What the task requires -> The answer should contain every entry below, copied exactly.

Entries provided ->

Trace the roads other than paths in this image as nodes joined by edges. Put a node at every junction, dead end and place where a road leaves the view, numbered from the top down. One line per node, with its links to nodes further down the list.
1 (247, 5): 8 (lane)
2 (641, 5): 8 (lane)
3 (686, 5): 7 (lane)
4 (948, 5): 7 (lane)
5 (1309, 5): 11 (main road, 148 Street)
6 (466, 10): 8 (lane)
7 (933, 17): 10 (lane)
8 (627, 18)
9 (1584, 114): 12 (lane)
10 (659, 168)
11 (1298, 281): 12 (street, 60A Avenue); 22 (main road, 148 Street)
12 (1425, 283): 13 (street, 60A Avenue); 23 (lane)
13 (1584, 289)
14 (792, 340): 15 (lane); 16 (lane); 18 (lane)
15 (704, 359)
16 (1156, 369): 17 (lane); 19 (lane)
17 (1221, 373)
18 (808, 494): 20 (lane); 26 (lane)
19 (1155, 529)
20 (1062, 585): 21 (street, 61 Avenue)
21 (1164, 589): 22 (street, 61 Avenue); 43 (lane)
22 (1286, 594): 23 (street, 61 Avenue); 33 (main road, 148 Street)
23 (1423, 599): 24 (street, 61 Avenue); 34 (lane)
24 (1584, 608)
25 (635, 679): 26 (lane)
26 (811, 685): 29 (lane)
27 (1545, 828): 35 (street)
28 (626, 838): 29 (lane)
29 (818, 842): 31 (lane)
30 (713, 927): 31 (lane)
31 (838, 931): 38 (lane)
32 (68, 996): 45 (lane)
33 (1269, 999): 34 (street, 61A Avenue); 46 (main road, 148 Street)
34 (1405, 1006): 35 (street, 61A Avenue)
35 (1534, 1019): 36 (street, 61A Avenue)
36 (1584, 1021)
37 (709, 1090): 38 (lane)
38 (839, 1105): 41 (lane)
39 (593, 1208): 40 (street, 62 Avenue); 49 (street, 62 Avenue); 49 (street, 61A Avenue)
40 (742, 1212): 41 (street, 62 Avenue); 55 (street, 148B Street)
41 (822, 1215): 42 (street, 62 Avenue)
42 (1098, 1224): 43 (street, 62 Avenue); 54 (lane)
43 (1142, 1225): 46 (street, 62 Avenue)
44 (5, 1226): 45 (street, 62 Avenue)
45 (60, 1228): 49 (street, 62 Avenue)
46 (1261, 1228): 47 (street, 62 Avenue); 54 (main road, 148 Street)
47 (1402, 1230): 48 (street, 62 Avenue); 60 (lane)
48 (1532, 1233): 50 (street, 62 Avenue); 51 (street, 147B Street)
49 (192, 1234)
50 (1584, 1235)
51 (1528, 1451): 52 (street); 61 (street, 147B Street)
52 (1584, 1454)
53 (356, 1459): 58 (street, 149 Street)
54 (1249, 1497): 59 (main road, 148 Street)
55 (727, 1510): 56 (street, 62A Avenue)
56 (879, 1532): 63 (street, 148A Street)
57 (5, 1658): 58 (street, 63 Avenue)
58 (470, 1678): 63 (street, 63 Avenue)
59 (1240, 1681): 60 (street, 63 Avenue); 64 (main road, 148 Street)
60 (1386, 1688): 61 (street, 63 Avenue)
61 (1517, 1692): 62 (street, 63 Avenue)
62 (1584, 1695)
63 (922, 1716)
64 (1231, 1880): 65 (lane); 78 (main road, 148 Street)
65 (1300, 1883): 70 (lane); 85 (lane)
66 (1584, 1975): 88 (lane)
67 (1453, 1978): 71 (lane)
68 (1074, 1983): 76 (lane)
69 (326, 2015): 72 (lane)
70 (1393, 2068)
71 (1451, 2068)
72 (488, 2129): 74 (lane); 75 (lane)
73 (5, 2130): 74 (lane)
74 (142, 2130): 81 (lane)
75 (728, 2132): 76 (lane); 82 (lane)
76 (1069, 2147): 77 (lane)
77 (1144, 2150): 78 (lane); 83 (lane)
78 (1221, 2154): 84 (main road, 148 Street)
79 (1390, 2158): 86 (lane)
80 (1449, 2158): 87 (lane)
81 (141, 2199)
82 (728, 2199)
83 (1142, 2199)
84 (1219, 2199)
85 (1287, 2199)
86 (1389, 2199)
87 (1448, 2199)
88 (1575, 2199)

Solved problem ->
Trace the roads other than paths in this image as nodes joined by edges. Put a node at every junction, dead end and place where a road leaves the view, numbered from the top down. One line per node, with its links to nodes further down the list.
1 (247, 5): 8 (lane)
2 (641, 5): 8 (lane)
3 (686, 5): 7 (lane)
4 (948, 5): 7 (lane)
5 (1309, 5): 11 (main road, 148 Street)
6 (466, 10): 8 (lane)
7 (933, 17): 10 (lane)
8 (627, 18)
9 (1584, 114): 12 (lane)
10 (659, 168)
11 (1298, 281): 12 (street, 60A Avenue); 22 (main road, 148 Street)
12 (1425, 283): 13 (street, 60A Avenue); 23 (lane)
13 (1584, 289)
14 (792, 340): 15 (lane); 16 (lane); 18 (lane)
15 (704, 359)
16 (1156, 369): 17 (lane); 19 (lane)
17 (1221, 373)
18 (808, 494): 20 (lane); 26 (lane)
19 (1155, 529)
20 (1062, 585): 21 (street, 61 Avenue)
21 (1164, 589): 22 (street, 61 Avenue); 43 (lane)
22 (1286, 594): 23 (street, 61 Avenue); 33 (main road, 148 Street)
23 (1423, 599): 24 (street, 61 Avenue); 34 (lane)
24 (1584, 608)
25 (635, 679): 26 (lane)
26 (811, 685): 29 (lane)
27 (1545, 828): 35 (street)
28 (626, 838): 29 (lane)
29 (818, 842): 31 (lane)
30 (713, 927): 31 (lane)
31 (838, 931): 38 (lane)
32 (68, 996): 45 (lane)
33 (1269, 999): 34 (street, 61A Avenue); 46 (main road, 148 Street)
34 (1405, 1006): 35 (street, 61A Avenue)
35 (1534, 1019): 36 (street, 61A Avenue)
36 (1584, 1021)
37 (709, 1090): 38 (lane)
38 (839, 1105): 41 (lane)
39 (593, 1208): 40 (street, 62 Avenue); 49 (street, 62 Avenue); 49 (street, 61A Avenue)
40 (742, 1212): 41 (street, 62 Avenue); 55 (street, 148B Street)
41 (822, 1215): 42 (street, 62 Avenue)
42 (1098, 1224): 43 (street, 62 Avenue); 54 (lane)
43 (1142, 1225): 46 (street, 62 Avenue)
44 (5, 1226): 45 (street, 62 Avenue)
45 (60, 1228): 49 (street, 62 Avenue)
46 (1261, 1228): 47 (street, 62 Avenue); 54 (main road, 148 Street)
47 (1402, 1230): 48 (street, 62 Avenue); 60 (lane)
48 (1532, 1233): 50 (street, 62 Avenue); 51 (street, 147B Street)
49 (192, 1234)
50 (1584, 1235)
51 (1528, 1451): 52 (street); 61 (street, 147B Street)
52 (1584, 1454)
53 (356, 1459): 58 (street, 149 Street)
54 (1249, 1497): 59 (main road, 148 Street)
55 (727, 1510): 56 (street, 62A Avenue)
56 (879, 1532): 63 (street, 148A Street)
57 (5, 1658): 58 (street, 63 Avenue)
58 (470, 1678): 63 (street, 63 Avenue)
59 (1240, 1681): 60 (street, 63 Avenue); 64 (main road, 148 Street)
60 (1386, 1688): 61 (street, 63 Avenue)
61 (1517, 1692): 62 (street, 63 Avenue)
62 (1584, 1695)
63 (922, 1716)
64 (1231, 1880): 65 (lane); 78 (main road, 148 Street)
65 (1300, 1883): 70 (lane); 85 (lane)
66 (1584, 1975): 88 (lane)
67 (1453, 1978): 71 (lane)
68 (1074, 1983): 76 (lane)
69 (326, 2015): 72 (lane)
70 (1393, 2068)
71 (1451, 2068)
72 (488, 2129): 74 (lane); 75 (lane)
73 (5, 2130): 74 (lane)
74 (142, 2130): 81 (lane)
75 (728, 2132): 76 (lane); 82 (lane)
76 (1069, 2147): 77 (lane)
77 (1144, 2150): 78 (lane); 83 (lane)
78 (1221, 2154): 84 (main road, 148 Street)
79 (1390, 2158): 86 (lane)
80 (1449, 2158): 87 (lane)
81 (141, 2199)
82 (728, 2199)
83 (1142, 2199)
84 (1219, 2199)
85 (1287, 2199)
86 (1389, 2199)
87 (1448, 2199)
88 (1575, 2199)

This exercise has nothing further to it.